The US military acknowledged that six of those killed were civilians and said it regretted their deaths, but it blamed militants for using civilians as a shield.

The air strike was the third resulting in civilian deaths in two weeks and comes as the US military's reliance on airpower to target militants is under increased scrutiny from the Iraqi government and the United Nations mission in Iraq.

UN officials have expressed concern at the number of civilians killed in air strikes and said more care must be taken in military operations to protect them.

Major Peggy Kageleiry, the US military spokeswoman in northern Iraq, said an Apache attack helicopter had spotted five men planting a roadside bomb near the city of Samarra, 100 km north of the Iraqi capital.

The helicopter ''engaged'' the men, who then ran into a nearby house that was also targeted. Kageleiry said an initial investigation showed five ''military age males'' and six civilians were killed in the strike.

''They chose to go into a house with civilians to hide. They endangered folks on the ground by doing that.
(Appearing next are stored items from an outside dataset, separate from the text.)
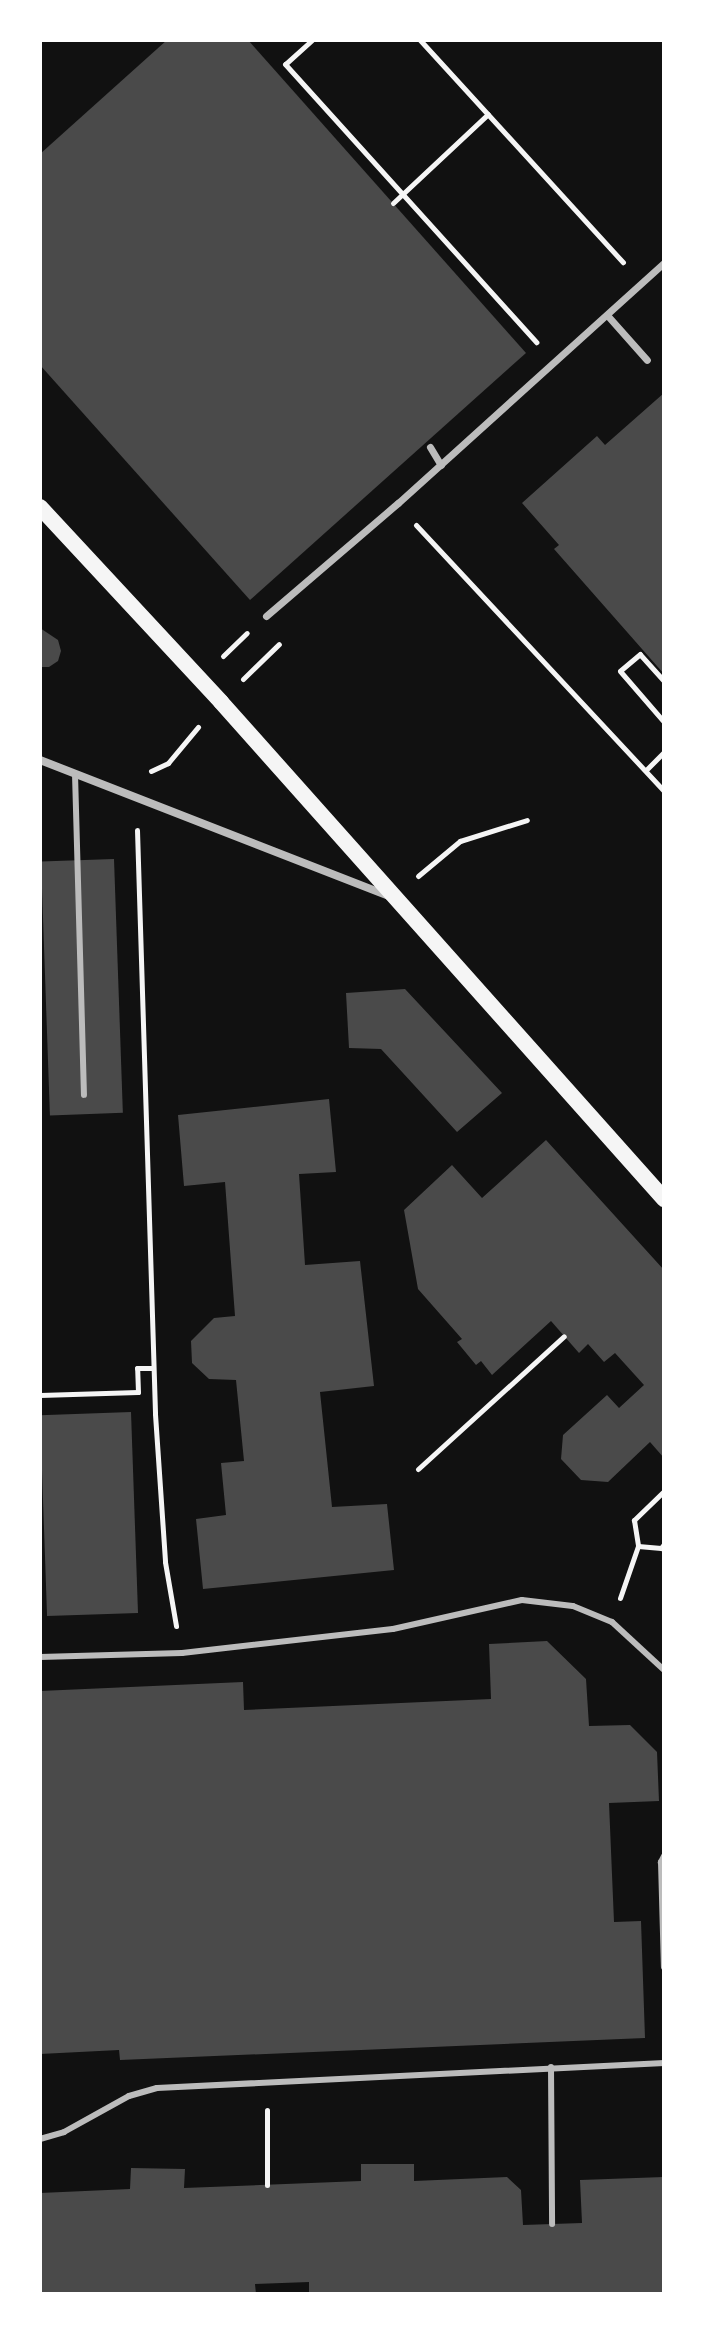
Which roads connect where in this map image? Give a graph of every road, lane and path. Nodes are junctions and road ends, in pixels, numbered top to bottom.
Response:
1 (312, 40) edge
2 (420, 40) edge
3 (488, 114) junction
4 (393, 203) dead end
5 (664, 263) edge
6 (642, 283) junction
7 (607, 315) junction
8 (647, 360) dead end
9 (555, 362) junction
10 (430, 447) dead end
11 (441, 465) junction
12 (40, 507) edge
13 (435, 547) dead end
14 (266, 616) dead end
15 (256, 625) dead end
16 (282, 640) dead end
17 (251, 672) dead end
18 (199, 678) junction
19 (664, 681) edge
20 (664, 722) edge
21 (664, 752) edge
22 (40, 760) edge
23 (646, 770) junction
24 (75, 774) junction
25 (664, 791) edge
26 (135, 797) junction
27 (527, 820) dead end
28 (393, 898) junction
29 (84, 1095) dead end
30 (664, 1199) edge
31 (564, 1336) dead end
32 (153, 1368) junction
33 (40, 1395) edge
34 (418, 1469) dead end
35 (664, 1491) edge
36 (664, 1544) edge
37 (638, 1546) junction
38 (612, 1622) junction
39 (182, 1653) junction
40 (40, 1657) edge
41 (664, 1670) edge
42 (664, 1856) edge
43 (664, 1967) edge
44 (664, 2063) edge
45 (551, 2067) junction
46 (267, 2082) junction
47 (40, 2139) edge
48 (267, 2185) dead end
49 (552, 2224) dead end

1 - 9 path
2 - 3 path
3 - 4 path
3 - 6 path
5 - 6 street
6 - 7 street
7 - 8 street
7 - 9 street
9 - 11 street
10 - 11 street
11 - 14 street
12 - 18 main road
13 - 23 path
15 - 18 path
16 - 17 path
18 - 28 main road
19 - 20 path
21 - 23 path
22 - 24 street
23 - 25 path
24 - 26 street
24 - 29 lane
26 - 28 street
26 - 32 path
27 - 28 path
28 - 30 main road
31 - 34 path
32 - 33 path
32 - 39 path
35 - 37 path
36 - 37 path
37 - 38 path
38 - 39 lane
38 - 41 lane
39 - 40 lane
42 - 43 lane
44 - 45 lane
45 - 46 lane
45 - 49 lane
46 - 47 lane
46 - 48 path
We send condolences to the families of those victims and we regret any loss of life,'' she said.

HOUSE DESTROYED Police and residents of the village of Djila, however, gave a different account, saying the group of men attacked by the helicopter were three farmers who had left their homes at 660 IST to irrigate their fields.

Two were killed in the initial air strike and the survivor ran back to his home, where other residents then gathered, said Abdul al-Rahman Iyadeh, a relative of the victims.

The second air strike completely destroyed the house, killing 14 people, including six members of the Ibrahim Jassim family and five from another, he told Reuters.

A local police officer, Captain Abdullah al-Isawi, put the death toll at 16 -- seven men, six women and three children.

The US military is already investigating another deadly air strike in which nine children and six women were killed on October 11 during an operation targeting senior leaders of al Qaeda 80 km (50 miles) northwest of Baghdad.

The Iraqi government has also protested against a weekend raid by US forces in the Shi'ite stronghold of Sadr City, in which US troops backed by attack helicopters said they killed 49 gunmen. Police put the toll at 13 and said they were all civilians, including two toddlers.

Critics say US forces often call in air strikes on buildings where militants are believed to be hiding without taking reasonable care to find out who else might be inside. The US military says militants deliberately hide among civilians.